Wednesday 18 June 2014

Behind the Lines with Anna Prohaska


Meet Anna Prohaska HERE


It was her Vienna Konzerthaus debut and I didn't know what to expect.

It turned out to be the most articulate and accomplished performance it has been my privilege to witness in the Mozart Saal of the Vienna Konzerthaus for several years. And I include many so-called big names in my list.

War is the subject of Anna Prohaska's Behind the Lines. She was accompanied on the Steinway by Eric Schneider. The audience, constantly surprised and delighted by this young lady's singing ability and her delightful interpretation of difficult themes, fell into raptures.

Prohaska's songs of war were many and various and included poems and ballads by William Shakespeare, Bertolt Brecht, Walter Scott, Georg Trakl, Maurice Fombeure, Walt Whitman and many others as well as  traditional and anonymous words set to music by a veritable army of composers including the likes of Sergej Rachmaninoff, Hanns Eisler, Charles Ives, Wolfgang Rihm, Francis Poulenc, Roger Quilter, and Kurt Weill, to name but a few.

And here from the programme a trio of poems (including my own translation of Georg Trakl's Untergang) for the reader to appreciate:


My Luve's in Germanie 

(words by Hector McNeill 1746-1818)

My Luve's in Germanie, send him hame;
Fechting brave for royalty:
He may ne'er his Jeanie see - send him hame.

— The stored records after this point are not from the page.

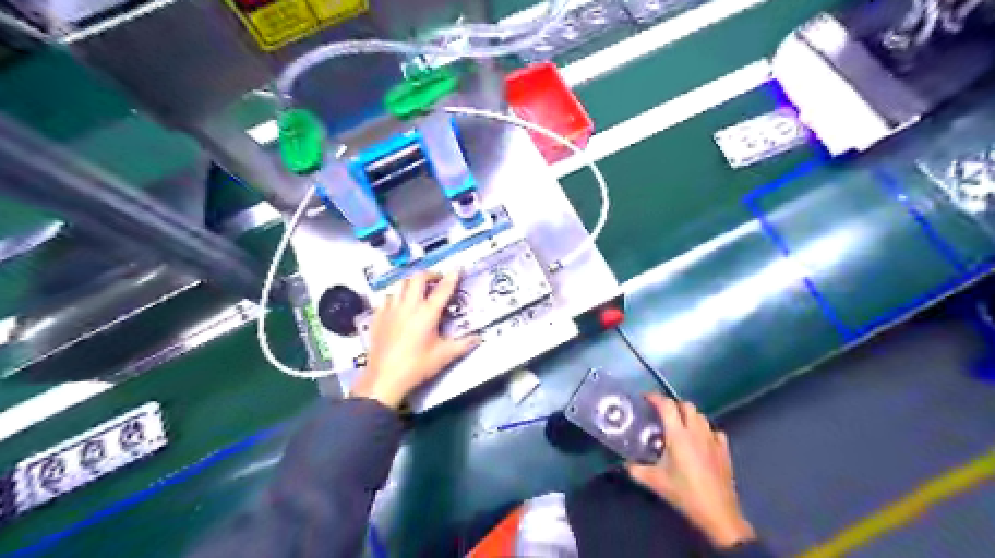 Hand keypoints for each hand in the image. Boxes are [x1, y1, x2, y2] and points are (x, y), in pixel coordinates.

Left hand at [352, 271, 478, 409]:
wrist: (384, 379)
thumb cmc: (417, 367)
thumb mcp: (444, 356)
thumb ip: (463, 345)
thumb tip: (479, 338)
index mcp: (427, 313)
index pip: (443, 289)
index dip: (452, 277)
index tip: (458, 269)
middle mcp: (408, 305)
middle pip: (418, 277)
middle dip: (430, 274)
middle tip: (437, 280)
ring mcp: (390, 309)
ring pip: (401, 284)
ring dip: (412, 283)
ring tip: (419, 291)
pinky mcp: (378, 316)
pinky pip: (387, 297)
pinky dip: (397, 296)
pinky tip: (400, 305)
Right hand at [623, 396, 758, 547]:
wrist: (717, 512)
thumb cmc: (684, 493)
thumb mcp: (655, 482)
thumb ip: (637, 470)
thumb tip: (626, 464)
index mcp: (678, 434)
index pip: (667, 405)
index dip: (655, 398)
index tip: (645, 398)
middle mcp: (696, 431)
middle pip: (686, 405)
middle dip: (673, 404)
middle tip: (662, 413)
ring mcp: (713, 439)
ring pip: (701, 416)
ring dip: (689, 415)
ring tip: (679, 425)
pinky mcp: (724, 450)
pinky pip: (714, 431)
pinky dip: (705, 430)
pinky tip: (700, 440) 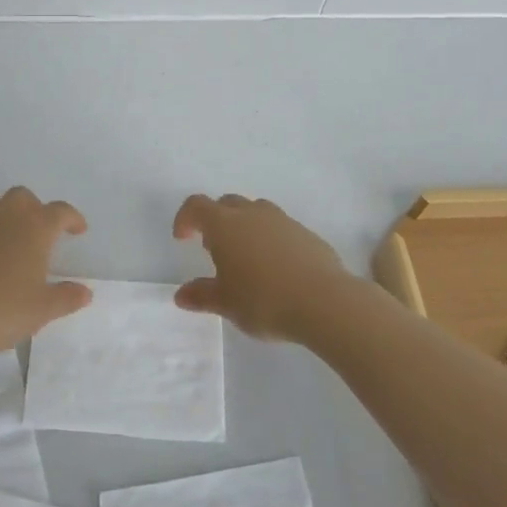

He's as brave as brave can be - send him hame;
He wad rather fa' than flee;
His life is dear to me - send him hame.

Your luve ne'er learnt to flee, bonnie dame;
But he fell in Germanie,
In the cause of loyalty, bonnie dame.

He'll ne'er come ower the sea - Willie's slain;
To his love and ain countrie:
This warld's nae mair for me - Willie's gane!


Wand'ring in this place (Anonymous)


Wand'ring in this place as in a wilderness,

No comfort have I nor yet assurance,
Desolate of joy, repleat with sadnesse:
Wherefore I may say, *O deus, deus, 
Non est dolor, sicut dolor meus. 


*O God, O God,

there is no pain like my pain.


Untergang (Georg Trakl 1887-1914)


Over the whitewashed pond
the wild birds flew away.
From the stars the evening sent an icy wind.  

Over our graves
the broken brow of the night was bent.
Beneath the oaks we rocked within a silver boat.

The white walls of the city rang again.
And under the thorns o my brother
the blind hand climbed towards midnight.

Then my Kaiser rode over my grave,
with many swords rattling and flashing;
 I climbed with my sword from the grave
for the Kaiser, the Kaiser to save!



2 comments:

  1. Apart from anything else she looks very young and very beautiful.

    ReplyDelete
  2. She is 27 or 28. And she is as pretty as a peach.